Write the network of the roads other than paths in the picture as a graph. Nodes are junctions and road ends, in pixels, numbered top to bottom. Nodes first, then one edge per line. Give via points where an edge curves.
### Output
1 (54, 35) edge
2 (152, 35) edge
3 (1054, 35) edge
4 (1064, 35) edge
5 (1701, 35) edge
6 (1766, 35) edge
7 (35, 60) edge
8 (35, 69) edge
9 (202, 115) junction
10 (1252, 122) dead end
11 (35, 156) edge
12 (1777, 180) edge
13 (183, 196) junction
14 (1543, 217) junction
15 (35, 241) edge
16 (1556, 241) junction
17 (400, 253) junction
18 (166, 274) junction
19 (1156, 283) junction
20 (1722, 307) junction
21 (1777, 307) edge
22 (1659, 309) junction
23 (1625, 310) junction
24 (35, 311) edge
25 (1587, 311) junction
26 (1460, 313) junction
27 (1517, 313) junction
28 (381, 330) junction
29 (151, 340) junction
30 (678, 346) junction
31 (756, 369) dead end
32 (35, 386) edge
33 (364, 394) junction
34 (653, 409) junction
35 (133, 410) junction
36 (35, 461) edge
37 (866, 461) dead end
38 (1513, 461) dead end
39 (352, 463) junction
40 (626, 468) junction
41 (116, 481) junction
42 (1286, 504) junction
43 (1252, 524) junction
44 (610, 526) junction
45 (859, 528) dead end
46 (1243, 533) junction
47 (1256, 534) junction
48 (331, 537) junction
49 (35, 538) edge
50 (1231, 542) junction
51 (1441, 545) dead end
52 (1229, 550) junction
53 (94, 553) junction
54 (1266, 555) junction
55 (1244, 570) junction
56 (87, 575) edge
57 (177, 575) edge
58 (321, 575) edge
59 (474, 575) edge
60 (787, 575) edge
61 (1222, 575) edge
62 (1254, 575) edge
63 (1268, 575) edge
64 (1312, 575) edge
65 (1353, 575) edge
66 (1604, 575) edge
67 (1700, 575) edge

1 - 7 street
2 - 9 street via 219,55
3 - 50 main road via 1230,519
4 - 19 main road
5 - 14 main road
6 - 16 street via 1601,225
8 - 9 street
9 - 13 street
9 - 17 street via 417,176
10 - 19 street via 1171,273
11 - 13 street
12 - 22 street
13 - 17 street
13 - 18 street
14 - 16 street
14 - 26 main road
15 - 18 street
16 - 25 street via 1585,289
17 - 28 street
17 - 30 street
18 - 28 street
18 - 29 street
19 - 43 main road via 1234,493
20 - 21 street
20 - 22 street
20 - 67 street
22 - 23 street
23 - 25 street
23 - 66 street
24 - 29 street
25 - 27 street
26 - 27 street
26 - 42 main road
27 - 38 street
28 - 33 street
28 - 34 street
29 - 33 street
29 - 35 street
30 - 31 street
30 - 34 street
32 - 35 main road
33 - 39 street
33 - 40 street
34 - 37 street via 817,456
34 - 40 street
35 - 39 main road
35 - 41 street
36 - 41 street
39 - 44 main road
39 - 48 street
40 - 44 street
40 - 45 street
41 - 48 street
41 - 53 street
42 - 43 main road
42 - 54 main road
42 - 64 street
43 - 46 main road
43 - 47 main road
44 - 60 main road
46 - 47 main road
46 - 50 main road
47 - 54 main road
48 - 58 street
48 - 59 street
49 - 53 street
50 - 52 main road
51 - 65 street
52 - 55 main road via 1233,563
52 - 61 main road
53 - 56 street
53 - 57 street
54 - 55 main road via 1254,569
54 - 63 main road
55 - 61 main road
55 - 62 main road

__Task details__
Tally, across the records, each line that contains the word "dead", and answer with nothing except the count.

__Response to this exercise__
6